The Tandem gave out food on its own, but was soon able to help other local restaurants in dire straits.
“This was a brand-new checkbook when the pandemic hit,” Caitlin Cullen said as she paged through an almost-depleted binder of three-to-a-page checks.
Cullen had just wrapped up about three months of turning her Milwaukee restaurant, The Tandem, into a high-class soup kitchen, and she had the check stubs to prove it. Normally a comfort food destination on Milwaukee’s north side, The Tandem started handing out free meals in the impoverished Lindsay Heights neighborhood in March, just as the pandemic hit neighbors who suddenly lost work or faced other hardships.
Cullen and her crew initially gave out 85 free, high-quality, no-questions-asked meals on March 18, and word spread quickly. That number would gradually increase until it reached about 2,000 daily meals.
But by the end, not all of the meals were The Tandem’s. In April, Cullen was unexpectedly offered a partnership with World Central Kitchen, a nonprofit that helps provide communities with free meals in the wake of natural disasters.
WCK offered The Tandem $10 for each meal it handed out. Donations alone were keeping The Tandem afloat, so Cullen hatched a plan: She would use the newfound funding to give checks to other struggling restaurants in exchange for donated meals. By the time the partnership ended last Friday, The Tandem had helped distribute $400,000 to 50 other local establishments, Cullen said.
“We really did become a bank,” Cullen said.
The WCK’s partnership with The Tandem was part of a larger effort from the organization aimed at shoring up local restaurants during the pandemic while simultaneously providing meals to the community. Over 2,300 restaurants in more than 30 states have benefitted from the program, which has paid out $60 million so far, according to the WCK.

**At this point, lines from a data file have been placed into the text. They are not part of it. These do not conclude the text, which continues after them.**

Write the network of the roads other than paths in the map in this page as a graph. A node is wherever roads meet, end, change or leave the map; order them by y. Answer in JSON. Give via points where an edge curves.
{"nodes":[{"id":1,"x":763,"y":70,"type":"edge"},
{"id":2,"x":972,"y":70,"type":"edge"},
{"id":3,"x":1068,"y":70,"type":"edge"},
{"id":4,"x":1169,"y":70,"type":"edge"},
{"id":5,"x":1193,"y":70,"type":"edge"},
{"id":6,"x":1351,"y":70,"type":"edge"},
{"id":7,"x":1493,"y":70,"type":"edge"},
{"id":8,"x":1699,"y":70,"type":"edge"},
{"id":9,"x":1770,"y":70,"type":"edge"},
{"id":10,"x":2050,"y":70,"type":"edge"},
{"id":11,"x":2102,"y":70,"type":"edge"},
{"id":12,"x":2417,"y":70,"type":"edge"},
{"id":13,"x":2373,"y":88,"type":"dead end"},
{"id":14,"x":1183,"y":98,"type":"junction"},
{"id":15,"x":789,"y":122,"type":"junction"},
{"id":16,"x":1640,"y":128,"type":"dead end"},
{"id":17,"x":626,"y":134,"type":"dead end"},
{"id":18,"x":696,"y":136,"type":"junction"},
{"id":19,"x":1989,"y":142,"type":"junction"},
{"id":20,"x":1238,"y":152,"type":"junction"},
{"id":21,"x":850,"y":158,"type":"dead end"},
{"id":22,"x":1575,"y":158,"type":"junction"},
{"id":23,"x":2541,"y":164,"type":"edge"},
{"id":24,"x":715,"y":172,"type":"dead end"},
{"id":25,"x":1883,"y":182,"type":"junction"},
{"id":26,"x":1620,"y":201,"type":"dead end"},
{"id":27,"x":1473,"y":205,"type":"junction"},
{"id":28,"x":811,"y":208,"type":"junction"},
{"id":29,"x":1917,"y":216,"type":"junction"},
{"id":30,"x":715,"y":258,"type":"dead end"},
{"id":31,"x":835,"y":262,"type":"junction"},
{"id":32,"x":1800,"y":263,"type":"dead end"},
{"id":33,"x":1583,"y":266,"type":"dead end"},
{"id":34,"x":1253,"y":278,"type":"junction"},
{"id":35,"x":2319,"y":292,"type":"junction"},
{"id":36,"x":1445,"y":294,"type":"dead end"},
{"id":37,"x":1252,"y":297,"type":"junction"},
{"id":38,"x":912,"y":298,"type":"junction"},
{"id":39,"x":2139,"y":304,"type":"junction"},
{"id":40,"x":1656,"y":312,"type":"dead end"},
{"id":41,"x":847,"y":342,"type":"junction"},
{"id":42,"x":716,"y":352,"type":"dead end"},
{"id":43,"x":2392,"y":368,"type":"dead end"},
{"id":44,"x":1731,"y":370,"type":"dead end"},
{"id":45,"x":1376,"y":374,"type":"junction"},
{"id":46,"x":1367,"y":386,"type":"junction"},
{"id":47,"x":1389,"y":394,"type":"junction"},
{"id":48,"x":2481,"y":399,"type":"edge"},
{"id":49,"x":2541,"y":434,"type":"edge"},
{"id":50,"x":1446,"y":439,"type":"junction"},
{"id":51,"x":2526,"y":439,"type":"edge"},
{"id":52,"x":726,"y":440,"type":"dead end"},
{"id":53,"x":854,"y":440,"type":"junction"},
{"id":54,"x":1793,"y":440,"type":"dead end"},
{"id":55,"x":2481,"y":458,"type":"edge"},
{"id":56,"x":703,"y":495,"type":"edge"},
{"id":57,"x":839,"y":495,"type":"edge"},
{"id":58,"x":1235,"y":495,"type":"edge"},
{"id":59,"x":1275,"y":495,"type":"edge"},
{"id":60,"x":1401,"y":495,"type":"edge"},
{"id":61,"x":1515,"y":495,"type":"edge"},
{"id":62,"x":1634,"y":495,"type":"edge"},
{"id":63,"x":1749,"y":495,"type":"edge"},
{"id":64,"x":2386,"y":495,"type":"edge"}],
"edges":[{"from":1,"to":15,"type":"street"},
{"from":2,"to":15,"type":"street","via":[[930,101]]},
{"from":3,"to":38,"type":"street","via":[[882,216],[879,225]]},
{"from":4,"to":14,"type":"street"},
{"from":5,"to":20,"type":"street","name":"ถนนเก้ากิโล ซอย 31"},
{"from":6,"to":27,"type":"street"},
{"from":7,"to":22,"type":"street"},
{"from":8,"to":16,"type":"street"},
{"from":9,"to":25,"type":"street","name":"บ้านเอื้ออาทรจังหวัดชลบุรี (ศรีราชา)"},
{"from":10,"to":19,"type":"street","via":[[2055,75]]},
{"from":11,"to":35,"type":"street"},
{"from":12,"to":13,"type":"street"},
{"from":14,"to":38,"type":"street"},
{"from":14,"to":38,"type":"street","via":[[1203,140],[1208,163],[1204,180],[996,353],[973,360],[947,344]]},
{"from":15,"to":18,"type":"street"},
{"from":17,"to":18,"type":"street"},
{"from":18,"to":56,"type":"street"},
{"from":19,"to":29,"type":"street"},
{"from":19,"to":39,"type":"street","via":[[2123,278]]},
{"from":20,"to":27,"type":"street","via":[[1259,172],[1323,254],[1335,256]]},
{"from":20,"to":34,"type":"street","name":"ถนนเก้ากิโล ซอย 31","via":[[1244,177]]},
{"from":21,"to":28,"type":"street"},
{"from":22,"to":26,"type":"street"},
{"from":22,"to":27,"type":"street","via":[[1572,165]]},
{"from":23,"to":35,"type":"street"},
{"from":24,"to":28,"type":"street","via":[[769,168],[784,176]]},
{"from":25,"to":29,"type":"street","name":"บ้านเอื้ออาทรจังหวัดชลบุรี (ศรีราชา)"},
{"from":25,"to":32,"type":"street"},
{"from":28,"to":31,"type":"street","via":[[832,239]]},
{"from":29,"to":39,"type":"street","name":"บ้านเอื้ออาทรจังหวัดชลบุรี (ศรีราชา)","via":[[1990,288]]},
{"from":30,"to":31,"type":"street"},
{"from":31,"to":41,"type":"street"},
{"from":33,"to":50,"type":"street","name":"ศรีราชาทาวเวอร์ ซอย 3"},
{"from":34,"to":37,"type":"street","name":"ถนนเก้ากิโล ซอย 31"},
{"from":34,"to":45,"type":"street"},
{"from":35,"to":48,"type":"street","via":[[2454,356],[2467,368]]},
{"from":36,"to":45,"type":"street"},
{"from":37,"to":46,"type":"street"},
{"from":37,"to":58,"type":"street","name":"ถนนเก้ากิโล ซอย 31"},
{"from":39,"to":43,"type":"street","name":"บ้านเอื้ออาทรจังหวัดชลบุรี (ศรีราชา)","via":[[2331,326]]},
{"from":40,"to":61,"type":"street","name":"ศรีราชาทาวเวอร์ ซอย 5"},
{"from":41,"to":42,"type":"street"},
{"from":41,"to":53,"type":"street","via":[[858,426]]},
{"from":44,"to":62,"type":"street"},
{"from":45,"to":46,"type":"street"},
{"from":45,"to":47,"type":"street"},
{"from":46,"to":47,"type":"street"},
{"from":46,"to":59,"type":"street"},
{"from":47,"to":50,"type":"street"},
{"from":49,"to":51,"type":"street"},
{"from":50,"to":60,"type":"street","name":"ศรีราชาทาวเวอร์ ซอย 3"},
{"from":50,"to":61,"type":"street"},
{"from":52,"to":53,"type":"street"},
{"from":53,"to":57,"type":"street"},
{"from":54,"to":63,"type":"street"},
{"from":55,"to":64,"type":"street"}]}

The program highlights the ingenuity with which the restaurant industry has met the coronavirus pandemic in the absence of a cohesive –or even competent– government response. As President Trump’s administration has essentially given up on responding to the crisis and Gov. Tony Evers’ ability to respond has been crippled by the Wisconsin Supreme Court, small businesses have had little tangible aid.
Even longstanding restaurants needed some help. Terri Lynn’s Soul Food Express, which has served the city’s northwest side since 1990, began participating in The Tandem’s program in June, said owner Terri Lynn Wigley.
Terri Lynn’s also does food service at schools, so the pandemic had an even greater effect on business because schools closed and that is what has made The Tandem “a great help” for her business.
“They really touched my heart,” Wigley said. “Everybody don’t share the wealth. And they did.”
Katie Rose, co-owner of Goodkind in Milwaukee’s Bay View neighborhood, said in an email that she and the restaurant’s other owners were “extremely proud” to work with The Tandem to provide meals to the community.
“It’s been a wild time of it and honestly this opportunity provided such a positive way to focus our energy — it was finally something uplifting in such a strange time,” Rose wrote.
Now that the WCK partnership is over, The Tandem is taking some needed rest this week, Cullen said. The restaurant will no longer do daily free meals and will instead be passing out 500 meal kits with four to six servings every Friday.
Included with the meals will be information on where recipients can get food from local organizations better equipped to do continual service, Cullen said.
“Food with dignity has always been our goal with this,” Cullen said. “But we’re also trying to wean people off of it because there are nonprofits in the area that have millions of dollars a year devoted to feeding people, and we don’t.”
Wigley and Cullen both said they would like to see The Tandem’s unique model in other areas with struggling restaurants.
However, Cullen lamented that she had to get so creative in the first place, arguing that restaurants should have received more local, state, and federal aid because the economy has become so dominated by the service industry. She said officials, especially at the local level, should be willing to “try f—ing anything, rather than being afraid of failing or making the wrong decision.”
“We employ a huge portion of the city, an extraordinary amount of people, and it’s ridiculous that we’re not being treated as such,” Cullen said. “We are the factories of Milwaukee. The factories don’t exist anymore.”